Problem requirements »
In the records below, find each line holding the word "Fernando" and copy it.

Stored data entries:
◇ ◇ ◇ ◇ ◇

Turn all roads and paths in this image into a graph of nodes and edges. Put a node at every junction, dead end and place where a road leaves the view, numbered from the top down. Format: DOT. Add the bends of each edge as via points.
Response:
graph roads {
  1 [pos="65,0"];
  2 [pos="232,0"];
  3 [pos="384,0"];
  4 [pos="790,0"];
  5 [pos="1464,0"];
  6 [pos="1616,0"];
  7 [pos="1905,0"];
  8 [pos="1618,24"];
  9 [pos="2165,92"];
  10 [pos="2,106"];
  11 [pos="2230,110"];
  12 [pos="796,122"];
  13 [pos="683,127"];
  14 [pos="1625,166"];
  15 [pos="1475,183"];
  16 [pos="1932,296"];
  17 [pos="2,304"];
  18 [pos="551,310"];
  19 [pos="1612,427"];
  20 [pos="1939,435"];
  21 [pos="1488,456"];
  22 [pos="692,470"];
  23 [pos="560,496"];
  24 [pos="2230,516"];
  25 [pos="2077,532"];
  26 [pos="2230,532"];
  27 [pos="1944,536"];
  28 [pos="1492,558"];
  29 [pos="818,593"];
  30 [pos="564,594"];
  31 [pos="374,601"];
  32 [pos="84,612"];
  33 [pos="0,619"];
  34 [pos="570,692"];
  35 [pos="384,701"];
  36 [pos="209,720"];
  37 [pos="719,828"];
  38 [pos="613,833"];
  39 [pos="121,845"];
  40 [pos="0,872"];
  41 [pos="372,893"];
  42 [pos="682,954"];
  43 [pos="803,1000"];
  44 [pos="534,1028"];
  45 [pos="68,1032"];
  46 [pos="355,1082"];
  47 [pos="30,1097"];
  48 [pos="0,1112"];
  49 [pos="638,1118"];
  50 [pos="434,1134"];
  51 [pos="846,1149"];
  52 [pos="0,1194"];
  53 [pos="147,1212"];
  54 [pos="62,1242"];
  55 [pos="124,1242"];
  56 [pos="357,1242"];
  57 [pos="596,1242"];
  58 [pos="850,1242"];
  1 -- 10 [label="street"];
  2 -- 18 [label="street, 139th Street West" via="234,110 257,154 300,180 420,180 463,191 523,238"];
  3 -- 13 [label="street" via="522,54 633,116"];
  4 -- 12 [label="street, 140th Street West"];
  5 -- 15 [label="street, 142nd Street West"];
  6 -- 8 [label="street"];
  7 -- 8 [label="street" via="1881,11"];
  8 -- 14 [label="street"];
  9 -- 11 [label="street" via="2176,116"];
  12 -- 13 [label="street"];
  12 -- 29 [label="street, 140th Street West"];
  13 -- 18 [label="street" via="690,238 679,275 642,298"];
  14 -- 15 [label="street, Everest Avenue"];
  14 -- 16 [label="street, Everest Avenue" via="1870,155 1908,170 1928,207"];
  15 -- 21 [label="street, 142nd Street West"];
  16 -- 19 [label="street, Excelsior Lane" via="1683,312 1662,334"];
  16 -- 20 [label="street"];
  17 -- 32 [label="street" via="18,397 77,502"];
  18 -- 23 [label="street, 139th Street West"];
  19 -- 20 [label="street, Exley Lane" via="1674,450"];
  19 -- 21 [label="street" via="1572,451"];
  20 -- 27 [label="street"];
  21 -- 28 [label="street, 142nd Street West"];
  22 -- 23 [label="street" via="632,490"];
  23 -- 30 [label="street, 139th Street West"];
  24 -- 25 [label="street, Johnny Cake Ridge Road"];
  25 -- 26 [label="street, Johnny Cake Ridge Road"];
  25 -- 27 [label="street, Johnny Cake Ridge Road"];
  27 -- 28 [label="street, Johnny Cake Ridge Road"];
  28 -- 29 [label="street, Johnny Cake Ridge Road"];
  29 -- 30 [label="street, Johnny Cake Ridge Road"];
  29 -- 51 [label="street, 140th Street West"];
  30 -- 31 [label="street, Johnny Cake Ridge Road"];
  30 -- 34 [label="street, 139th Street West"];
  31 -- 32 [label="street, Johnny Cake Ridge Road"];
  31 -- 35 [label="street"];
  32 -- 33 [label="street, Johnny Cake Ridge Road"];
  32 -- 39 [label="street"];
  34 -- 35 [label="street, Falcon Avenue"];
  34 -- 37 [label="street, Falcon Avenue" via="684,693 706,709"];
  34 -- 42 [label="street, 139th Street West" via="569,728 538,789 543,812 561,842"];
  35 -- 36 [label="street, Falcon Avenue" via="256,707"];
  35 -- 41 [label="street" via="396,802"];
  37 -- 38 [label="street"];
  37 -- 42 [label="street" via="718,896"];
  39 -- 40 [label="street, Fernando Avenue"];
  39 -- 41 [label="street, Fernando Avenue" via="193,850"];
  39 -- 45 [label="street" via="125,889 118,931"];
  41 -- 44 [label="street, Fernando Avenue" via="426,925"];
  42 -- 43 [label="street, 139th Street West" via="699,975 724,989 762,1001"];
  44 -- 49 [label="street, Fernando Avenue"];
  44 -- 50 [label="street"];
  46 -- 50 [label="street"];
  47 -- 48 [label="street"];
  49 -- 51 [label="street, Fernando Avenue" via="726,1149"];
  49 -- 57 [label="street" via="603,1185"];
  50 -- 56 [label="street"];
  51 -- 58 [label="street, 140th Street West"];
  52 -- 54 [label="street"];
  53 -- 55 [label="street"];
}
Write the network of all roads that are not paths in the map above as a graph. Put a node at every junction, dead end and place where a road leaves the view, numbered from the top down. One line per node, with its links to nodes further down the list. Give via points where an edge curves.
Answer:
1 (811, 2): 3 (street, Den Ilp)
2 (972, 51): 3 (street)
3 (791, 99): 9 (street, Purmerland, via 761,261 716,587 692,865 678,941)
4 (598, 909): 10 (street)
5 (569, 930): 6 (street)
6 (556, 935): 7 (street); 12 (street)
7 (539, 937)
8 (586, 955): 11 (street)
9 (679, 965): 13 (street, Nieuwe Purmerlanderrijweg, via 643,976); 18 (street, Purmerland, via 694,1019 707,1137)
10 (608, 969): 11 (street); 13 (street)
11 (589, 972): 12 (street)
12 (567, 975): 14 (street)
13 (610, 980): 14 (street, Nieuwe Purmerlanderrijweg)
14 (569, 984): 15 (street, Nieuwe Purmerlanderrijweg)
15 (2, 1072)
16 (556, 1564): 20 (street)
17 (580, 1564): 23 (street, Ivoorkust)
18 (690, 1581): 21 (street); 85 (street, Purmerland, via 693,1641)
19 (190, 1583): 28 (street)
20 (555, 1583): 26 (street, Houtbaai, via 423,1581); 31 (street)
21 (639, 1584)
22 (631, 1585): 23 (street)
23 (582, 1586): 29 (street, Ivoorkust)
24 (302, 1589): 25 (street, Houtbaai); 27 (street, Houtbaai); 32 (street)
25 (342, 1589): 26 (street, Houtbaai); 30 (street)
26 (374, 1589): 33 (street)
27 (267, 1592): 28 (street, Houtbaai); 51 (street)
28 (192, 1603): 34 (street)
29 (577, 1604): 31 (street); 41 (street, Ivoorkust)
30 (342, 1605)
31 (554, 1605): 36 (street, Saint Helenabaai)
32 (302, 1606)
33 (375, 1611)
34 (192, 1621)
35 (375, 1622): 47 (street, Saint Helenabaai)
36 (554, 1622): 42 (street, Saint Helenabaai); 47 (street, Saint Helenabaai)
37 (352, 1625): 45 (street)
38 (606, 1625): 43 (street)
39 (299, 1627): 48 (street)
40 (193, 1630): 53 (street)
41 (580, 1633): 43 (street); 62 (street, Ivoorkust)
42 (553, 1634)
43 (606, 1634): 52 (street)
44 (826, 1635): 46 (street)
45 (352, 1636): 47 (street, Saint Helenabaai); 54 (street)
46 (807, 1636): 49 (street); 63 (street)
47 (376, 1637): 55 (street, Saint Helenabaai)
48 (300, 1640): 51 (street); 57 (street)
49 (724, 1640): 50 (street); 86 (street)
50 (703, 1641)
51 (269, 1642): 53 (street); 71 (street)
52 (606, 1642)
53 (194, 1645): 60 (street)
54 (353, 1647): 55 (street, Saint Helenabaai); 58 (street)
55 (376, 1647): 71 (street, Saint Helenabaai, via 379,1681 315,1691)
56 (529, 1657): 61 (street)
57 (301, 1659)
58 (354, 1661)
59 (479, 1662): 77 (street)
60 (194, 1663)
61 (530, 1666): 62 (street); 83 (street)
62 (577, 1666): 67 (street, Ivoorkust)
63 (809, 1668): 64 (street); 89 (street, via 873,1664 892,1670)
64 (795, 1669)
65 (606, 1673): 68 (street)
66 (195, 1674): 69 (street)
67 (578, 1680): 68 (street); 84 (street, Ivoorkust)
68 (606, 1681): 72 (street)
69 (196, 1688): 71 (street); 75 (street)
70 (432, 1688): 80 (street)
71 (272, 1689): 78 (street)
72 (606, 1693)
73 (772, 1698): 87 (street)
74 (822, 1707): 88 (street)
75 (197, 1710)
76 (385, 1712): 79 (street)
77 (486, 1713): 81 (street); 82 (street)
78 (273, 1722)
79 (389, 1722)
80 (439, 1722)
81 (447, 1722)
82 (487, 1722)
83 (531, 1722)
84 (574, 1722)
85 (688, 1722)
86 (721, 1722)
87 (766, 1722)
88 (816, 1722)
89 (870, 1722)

◇ ◇ ◇ ◇ ◇

Written solution »
  39 -- 40 [label="street, Fernando Avenue"];
  39 -- 41 [label="street, Fernando Avenue" via="193,850"];
  41 -- 44 [label="street, Fernando Avenue" via="426,925"];
  44 -- 49 [label="street, Fernando Avenue"];
  49 -- 51 [label="street, Fernando Avenue" via="726,1149"];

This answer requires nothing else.